Japan is a unitary country with two tiers of subnational governments: 47 prefectures at the regional level and 1 741 municipalities at the local level, plus 23 special wards within Tokyo (OECD/UCLG, 2019, p. 187[1]). The prefectural level consists of the metropolitan district of Tokyo, the two urban prefectures of Kyoto and Osaka, the district of Hokkaido and remaining rural prefectures. Municipalities are divided into different categories: designated cities, core cities, special cities, cities, towns and villages.

The principle of social function of property establishes that property rights shall be defined and exercised in conformity with the public welfare (Article 29 of the Japanese Constitution). There is no national policy document that guides the use of land value capture tools, but the enabling framework is found in different national laws and plans, being further specified in local ordinances.

The Japanese spatial planning system is complex, with plans at all levels of government (OECD, 2017, p. 140[2]). At the national level, the National Spatial Strategy and the National Land Use Plan provide general principles and a master concept for land use.
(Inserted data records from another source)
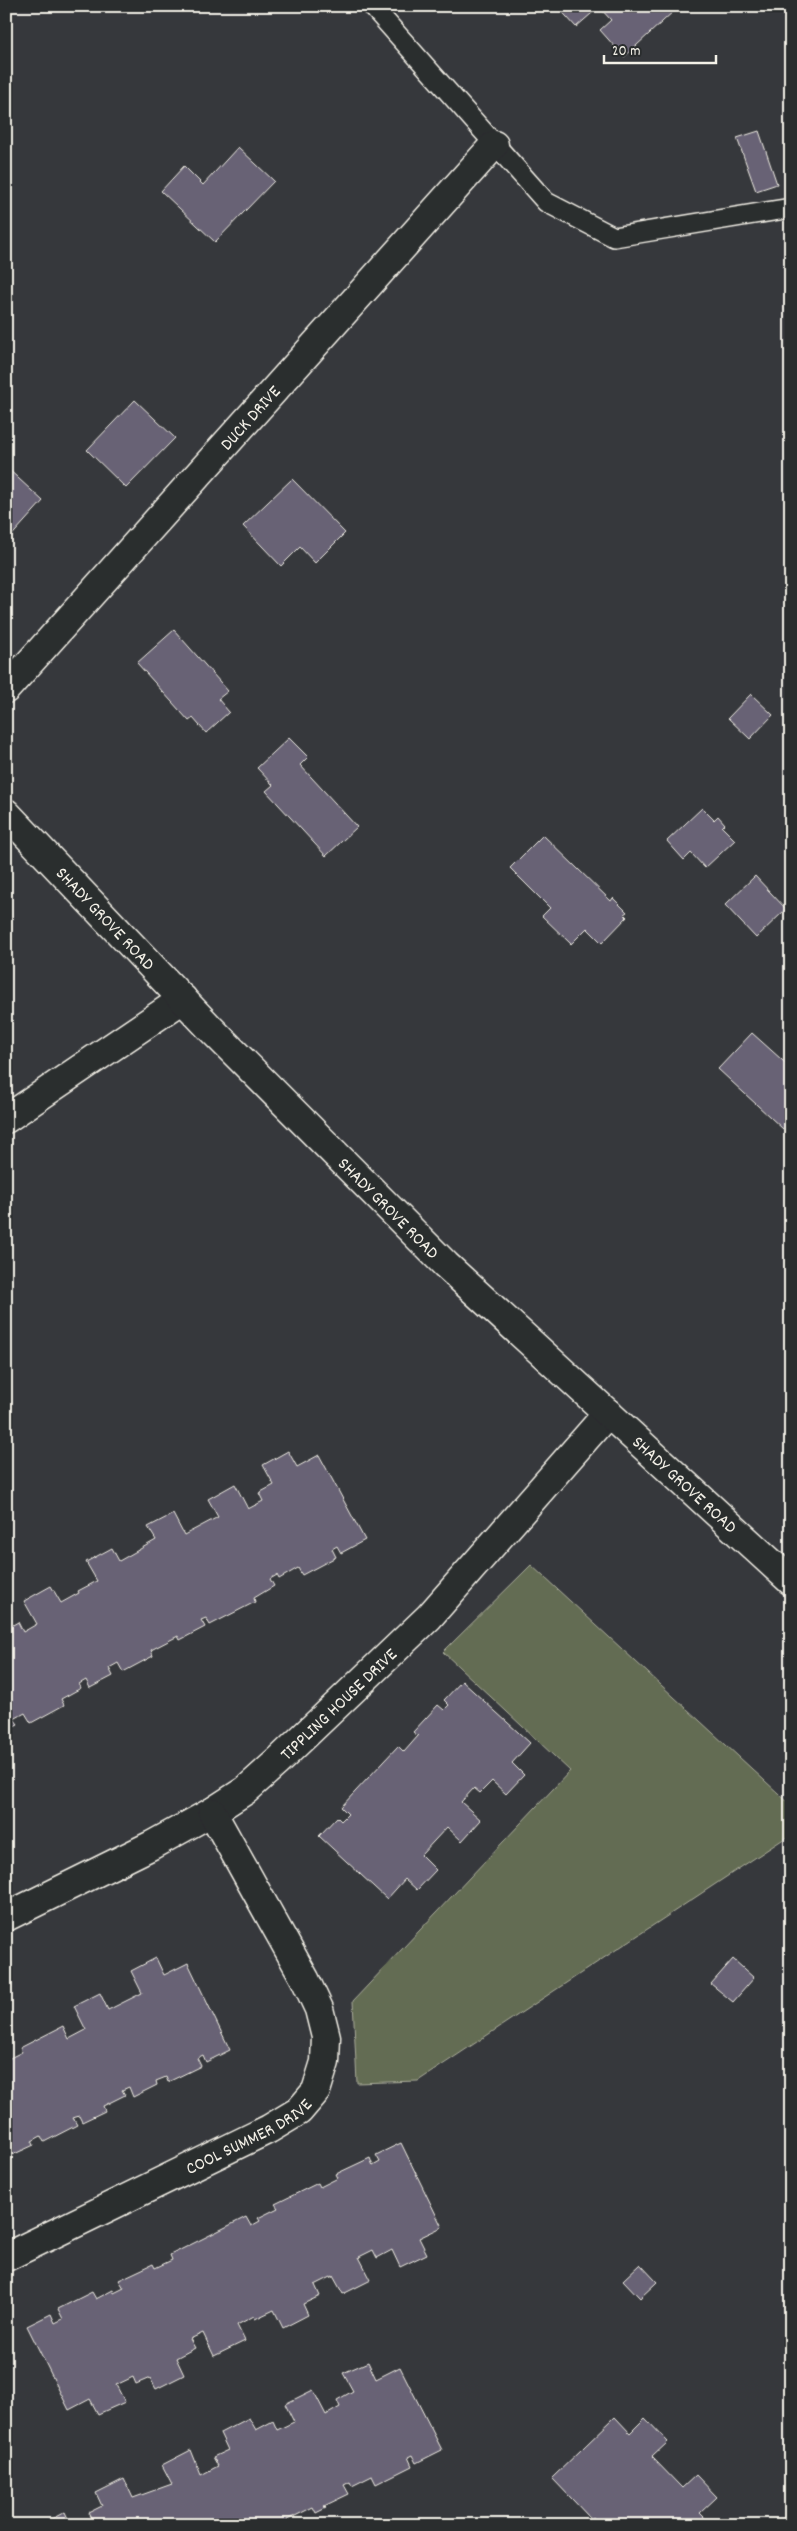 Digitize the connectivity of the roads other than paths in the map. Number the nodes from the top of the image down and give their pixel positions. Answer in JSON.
{"nodes":[{"id":1,"x":372,"y":6,"type":"edge"},
{"id":2,"x":494,"y":144,"type":"junction"},
{"id":3,"x":791,"y":208,"type":"edge"},
{"id":4,"x":6,"y":689,"type":"edge"},
{"id":5,"x":6,"y":813,"type":"edge"},
{"id":6,"x":183,"y":999,"type":"junction"},
{"id":7,"x":6,"y":1119,"type":"edge"},
{"id":8,"x":608,"y":1413,"type":"junction"},
{"id":9,"x":791,"y":1581,"type":"edge"},
{"id":10,"x":212,"y":1812,"type":"junction"},
{"id":11,"x":6,"y":1916,"type":"edge"},
{"id":12,"x":6,"y":2257,"type":"edge"}],
"edges":[{"from":1,"to":2,"type":"lane"},
{"from":2,"to":3,"type":"lane"},
{"from":2,"to":4,"type":"street","name":"DUCK DRIVE"},
{"from":5,"to":6,"type":"street","name":"SHADY GROVE ROAD"},
{"from":6,"to":7,"type":"street"},
{"from":6,"to":8,"type":"street","name":"SHADY GROVE ROAD"},
{"from":8,"to":9,"type":"street","name":"SHADY GROVE ROAD"},
{"from":8,"to":10,"type":"street","name":"TIPPLING HOUSE DRIVE"},
{"from":10,"to":11,"type":"street","name":"TIPPLING HOUSE DRIVE"},
{"from":10,"to":12,"type":"street","name":"COOL SUMMER DRIVE"}]}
Prefectures have their basic land use plans and master plans for urban areas within prefectures. At the local level, there are strategic master plans and land-use plans.

A range of land value capture instruments has been applied to finance urban development and renewal in the largest metropolitan areas, such as Tokyo, Nagoya, and Osaka. Many of the instruments can also be applied in provincial capitals and second-tier cities, depending on local government capacity, political will and market dynamics. Small towns and rural villages with limited market potentials are often unable to apply incentive-based instruments, being financed by national subsidy programs.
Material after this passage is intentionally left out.